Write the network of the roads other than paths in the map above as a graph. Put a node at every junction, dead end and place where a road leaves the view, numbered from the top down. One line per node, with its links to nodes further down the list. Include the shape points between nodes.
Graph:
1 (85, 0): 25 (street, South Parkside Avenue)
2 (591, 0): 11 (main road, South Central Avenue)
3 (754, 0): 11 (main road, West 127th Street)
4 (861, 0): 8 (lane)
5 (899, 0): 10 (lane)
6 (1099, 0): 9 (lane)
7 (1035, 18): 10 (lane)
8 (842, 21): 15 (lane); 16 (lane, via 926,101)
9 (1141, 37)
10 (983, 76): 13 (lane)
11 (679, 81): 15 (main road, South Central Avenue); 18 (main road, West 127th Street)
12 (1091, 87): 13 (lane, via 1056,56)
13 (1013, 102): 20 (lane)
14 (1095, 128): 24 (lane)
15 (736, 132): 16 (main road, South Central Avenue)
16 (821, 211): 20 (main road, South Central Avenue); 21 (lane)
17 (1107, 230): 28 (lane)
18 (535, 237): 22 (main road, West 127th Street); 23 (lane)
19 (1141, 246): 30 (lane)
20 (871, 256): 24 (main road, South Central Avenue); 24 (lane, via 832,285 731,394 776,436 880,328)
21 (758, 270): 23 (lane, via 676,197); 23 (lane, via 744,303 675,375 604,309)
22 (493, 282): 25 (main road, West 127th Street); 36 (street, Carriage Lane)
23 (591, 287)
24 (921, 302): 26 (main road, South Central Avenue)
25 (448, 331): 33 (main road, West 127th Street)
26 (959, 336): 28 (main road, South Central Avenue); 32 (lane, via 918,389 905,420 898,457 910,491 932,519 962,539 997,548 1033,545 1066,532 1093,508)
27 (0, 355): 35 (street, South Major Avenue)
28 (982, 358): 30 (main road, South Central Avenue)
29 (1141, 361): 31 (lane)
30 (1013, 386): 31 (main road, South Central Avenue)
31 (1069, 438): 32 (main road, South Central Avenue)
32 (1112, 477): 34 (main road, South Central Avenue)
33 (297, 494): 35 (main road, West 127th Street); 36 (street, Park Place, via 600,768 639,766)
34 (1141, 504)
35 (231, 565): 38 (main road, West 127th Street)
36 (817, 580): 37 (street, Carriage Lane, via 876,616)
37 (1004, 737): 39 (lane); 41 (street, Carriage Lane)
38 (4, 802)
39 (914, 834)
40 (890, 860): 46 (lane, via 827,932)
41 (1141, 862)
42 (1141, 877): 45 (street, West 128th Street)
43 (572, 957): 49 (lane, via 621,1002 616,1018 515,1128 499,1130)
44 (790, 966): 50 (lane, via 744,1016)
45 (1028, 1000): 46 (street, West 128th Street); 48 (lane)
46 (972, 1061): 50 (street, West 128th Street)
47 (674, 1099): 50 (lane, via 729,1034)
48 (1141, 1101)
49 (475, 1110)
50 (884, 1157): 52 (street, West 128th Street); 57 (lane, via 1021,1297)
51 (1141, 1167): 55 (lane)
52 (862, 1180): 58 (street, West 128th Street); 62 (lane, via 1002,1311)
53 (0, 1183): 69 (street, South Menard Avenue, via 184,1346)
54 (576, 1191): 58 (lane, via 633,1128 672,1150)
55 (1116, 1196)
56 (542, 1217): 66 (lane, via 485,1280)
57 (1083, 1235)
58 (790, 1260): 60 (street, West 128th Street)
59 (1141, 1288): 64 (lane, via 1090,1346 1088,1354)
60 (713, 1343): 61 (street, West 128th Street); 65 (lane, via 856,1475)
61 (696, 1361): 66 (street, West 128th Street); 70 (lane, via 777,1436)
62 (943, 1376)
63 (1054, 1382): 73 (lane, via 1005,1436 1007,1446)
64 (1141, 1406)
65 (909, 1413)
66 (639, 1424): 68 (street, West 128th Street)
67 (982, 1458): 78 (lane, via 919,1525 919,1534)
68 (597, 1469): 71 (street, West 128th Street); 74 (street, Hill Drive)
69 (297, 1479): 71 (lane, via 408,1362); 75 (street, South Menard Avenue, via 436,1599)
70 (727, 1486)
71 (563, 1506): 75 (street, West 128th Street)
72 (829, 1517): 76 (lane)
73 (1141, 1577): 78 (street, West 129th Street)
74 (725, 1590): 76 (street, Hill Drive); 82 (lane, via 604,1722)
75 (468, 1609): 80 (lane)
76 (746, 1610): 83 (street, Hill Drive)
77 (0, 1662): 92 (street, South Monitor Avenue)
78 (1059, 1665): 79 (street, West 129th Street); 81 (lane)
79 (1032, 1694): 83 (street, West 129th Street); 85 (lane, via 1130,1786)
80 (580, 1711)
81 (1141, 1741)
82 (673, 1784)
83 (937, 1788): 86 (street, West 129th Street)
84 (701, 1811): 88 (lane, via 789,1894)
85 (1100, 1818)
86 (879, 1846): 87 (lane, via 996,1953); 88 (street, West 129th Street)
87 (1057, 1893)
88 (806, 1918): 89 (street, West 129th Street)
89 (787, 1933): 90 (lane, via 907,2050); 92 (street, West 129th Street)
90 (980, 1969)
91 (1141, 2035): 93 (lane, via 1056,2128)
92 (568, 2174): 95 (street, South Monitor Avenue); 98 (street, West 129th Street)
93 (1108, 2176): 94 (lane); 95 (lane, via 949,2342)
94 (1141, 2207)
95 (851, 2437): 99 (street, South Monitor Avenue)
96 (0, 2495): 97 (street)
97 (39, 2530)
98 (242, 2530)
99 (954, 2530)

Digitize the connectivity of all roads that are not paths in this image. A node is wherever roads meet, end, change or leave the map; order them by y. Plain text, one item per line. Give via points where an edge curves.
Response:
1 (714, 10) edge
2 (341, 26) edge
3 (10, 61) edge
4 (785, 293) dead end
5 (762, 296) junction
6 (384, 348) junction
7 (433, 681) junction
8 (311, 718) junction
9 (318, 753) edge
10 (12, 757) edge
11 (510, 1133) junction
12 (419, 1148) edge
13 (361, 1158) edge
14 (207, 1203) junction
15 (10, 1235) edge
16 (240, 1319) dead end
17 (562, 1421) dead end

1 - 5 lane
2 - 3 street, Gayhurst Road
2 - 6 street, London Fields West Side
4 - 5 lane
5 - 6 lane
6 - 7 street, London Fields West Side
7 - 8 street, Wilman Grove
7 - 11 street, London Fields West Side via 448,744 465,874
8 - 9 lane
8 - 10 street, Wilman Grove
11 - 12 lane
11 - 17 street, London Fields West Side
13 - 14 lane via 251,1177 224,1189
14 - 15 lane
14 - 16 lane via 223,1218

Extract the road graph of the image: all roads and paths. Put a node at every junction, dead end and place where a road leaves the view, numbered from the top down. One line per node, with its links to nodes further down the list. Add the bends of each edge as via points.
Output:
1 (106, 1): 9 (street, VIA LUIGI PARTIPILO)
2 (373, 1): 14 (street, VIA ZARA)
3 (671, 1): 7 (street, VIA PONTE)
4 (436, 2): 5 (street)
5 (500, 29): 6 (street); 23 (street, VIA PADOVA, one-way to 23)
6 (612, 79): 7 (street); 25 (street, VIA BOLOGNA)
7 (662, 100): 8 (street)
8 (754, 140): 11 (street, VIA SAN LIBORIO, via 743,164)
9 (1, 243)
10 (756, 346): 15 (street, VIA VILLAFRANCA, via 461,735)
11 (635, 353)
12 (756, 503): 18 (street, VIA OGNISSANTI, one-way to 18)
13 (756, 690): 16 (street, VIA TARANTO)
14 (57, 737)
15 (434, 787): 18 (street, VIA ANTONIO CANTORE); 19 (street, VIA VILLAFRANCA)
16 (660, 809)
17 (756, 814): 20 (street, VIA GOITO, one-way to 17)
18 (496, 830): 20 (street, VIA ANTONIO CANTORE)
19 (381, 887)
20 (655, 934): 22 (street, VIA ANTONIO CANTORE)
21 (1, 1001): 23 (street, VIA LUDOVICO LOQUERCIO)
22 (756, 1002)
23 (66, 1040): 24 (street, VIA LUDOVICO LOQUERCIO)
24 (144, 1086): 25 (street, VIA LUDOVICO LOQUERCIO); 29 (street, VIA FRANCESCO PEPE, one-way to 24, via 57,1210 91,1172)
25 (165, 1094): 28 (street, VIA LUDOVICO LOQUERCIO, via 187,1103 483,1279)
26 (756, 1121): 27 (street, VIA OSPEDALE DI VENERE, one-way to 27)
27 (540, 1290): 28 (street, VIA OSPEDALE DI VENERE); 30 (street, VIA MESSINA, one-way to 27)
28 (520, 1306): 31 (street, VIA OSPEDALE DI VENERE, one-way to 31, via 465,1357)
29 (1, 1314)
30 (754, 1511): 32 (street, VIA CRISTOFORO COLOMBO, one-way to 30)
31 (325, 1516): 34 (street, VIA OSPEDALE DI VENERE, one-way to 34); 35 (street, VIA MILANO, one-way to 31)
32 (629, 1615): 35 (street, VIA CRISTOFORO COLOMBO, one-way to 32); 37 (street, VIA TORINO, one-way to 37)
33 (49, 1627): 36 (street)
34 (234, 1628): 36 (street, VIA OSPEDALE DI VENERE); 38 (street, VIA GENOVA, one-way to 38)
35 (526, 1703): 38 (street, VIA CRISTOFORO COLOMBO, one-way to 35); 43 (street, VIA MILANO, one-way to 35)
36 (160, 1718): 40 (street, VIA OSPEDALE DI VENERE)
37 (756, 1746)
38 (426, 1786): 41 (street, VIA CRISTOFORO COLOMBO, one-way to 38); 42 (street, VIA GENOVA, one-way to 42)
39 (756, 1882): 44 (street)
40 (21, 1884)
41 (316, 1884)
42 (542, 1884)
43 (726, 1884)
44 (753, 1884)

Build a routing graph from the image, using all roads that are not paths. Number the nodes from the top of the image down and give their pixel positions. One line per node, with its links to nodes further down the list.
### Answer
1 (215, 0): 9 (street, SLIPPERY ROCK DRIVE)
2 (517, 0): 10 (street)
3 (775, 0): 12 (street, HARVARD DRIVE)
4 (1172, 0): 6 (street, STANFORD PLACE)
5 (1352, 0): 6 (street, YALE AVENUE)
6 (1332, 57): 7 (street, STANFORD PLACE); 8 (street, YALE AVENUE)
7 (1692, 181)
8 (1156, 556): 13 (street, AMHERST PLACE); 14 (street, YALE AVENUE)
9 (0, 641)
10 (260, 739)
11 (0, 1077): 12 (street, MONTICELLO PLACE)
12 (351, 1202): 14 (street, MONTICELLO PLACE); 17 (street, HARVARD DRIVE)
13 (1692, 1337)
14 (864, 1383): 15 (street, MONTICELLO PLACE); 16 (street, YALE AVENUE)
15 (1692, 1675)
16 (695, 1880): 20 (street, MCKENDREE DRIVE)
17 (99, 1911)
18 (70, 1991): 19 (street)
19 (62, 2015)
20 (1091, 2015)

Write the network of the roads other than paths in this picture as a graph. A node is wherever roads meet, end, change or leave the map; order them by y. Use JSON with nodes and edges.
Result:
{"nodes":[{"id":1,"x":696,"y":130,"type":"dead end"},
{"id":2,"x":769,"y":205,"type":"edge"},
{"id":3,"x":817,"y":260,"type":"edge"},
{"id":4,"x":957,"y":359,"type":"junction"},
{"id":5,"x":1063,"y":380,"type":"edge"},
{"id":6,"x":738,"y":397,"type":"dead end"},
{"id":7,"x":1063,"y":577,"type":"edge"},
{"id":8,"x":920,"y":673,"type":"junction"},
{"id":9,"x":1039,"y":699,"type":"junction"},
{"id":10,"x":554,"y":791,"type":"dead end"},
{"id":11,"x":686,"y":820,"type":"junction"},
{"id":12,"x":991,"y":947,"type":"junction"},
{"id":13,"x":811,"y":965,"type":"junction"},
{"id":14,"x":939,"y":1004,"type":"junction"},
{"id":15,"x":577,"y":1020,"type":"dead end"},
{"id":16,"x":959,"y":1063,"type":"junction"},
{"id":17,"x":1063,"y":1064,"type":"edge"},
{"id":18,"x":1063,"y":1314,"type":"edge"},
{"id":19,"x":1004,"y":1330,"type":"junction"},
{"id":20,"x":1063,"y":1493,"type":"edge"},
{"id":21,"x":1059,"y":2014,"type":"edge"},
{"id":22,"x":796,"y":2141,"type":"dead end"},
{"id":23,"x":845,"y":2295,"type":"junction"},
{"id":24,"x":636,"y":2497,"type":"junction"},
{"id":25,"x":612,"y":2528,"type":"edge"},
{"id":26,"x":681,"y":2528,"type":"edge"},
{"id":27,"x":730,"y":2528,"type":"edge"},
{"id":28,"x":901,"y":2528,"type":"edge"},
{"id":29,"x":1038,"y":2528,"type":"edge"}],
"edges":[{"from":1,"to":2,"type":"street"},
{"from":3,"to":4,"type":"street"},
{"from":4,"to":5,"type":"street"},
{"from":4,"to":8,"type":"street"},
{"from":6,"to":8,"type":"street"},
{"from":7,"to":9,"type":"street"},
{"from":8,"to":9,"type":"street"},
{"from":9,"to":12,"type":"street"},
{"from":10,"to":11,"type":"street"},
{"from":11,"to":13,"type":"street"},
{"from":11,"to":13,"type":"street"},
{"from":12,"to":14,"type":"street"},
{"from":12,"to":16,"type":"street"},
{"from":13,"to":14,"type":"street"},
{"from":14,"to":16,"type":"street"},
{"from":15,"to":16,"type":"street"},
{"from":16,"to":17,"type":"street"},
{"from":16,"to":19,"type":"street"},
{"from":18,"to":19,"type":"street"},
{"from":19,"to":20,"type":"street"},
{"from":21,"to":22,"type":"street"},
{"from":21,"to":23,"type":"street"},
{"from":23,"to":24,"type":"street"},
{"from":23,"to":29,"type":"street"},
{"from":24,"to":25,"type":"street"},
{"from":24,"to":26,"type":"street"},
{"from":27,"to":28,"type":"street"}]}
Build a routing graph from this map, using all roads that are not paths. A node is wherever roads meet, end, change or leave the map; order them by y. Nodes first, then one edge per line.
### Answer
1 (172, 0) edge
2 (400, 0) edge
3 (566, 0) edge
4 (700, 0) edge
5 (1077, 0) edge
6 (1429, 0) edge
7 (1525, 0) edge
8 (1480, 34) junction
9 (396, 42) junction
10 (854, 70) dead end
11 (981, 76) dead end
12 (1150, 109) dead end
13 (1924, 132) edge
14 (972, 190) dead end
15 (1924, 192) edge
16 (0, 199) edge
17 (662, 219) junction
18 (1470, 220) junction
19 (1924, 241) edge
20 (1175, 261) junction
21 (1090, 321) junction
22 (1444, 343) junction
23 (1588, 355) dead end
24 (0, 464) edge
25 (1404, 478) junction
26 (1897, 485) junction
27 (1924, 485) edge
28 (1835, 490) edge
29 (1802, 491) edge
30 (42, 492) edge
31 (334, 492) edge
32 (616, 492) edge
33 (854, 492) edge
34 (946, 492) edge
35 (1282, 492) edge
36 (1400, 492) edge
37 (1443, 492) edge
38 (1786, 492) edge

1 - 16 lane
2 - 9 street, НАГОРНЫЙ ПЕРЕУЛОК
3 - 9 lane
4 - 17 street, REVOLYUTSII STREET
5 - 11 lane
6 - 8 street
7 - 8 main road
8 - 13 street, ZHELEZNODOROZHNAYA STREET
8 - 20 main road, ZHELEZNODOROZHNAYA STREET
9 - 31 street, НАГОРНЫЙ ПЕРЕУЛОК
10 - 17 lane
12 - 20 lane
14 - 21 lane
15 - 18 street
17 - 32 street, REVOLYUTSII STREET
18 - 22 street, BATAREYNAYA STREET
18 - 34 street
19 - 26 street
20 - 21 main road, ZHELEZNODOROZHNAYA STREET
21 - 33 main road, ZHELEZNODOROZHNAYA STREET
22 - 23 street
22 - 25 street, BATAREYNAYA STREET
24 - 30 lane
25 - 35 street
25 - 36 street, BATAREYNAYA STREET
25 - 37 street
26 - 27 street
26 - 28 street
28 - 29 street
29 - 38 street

- **The task**
Please report every line in the entries above that holds the string "MILANO".

- **Solution for this problem**
31 (325, 1516): 34 (street, VIA OSPEDALE DI VENERE, one-way to 34); 35 (street, VIA MILANO, one-way to 31)
35 (526, 1703): 38 (street, VIA CRISTOFORO COLOMBO, one-way to 35); 43 (street, VIA MILANO, one-way to 35)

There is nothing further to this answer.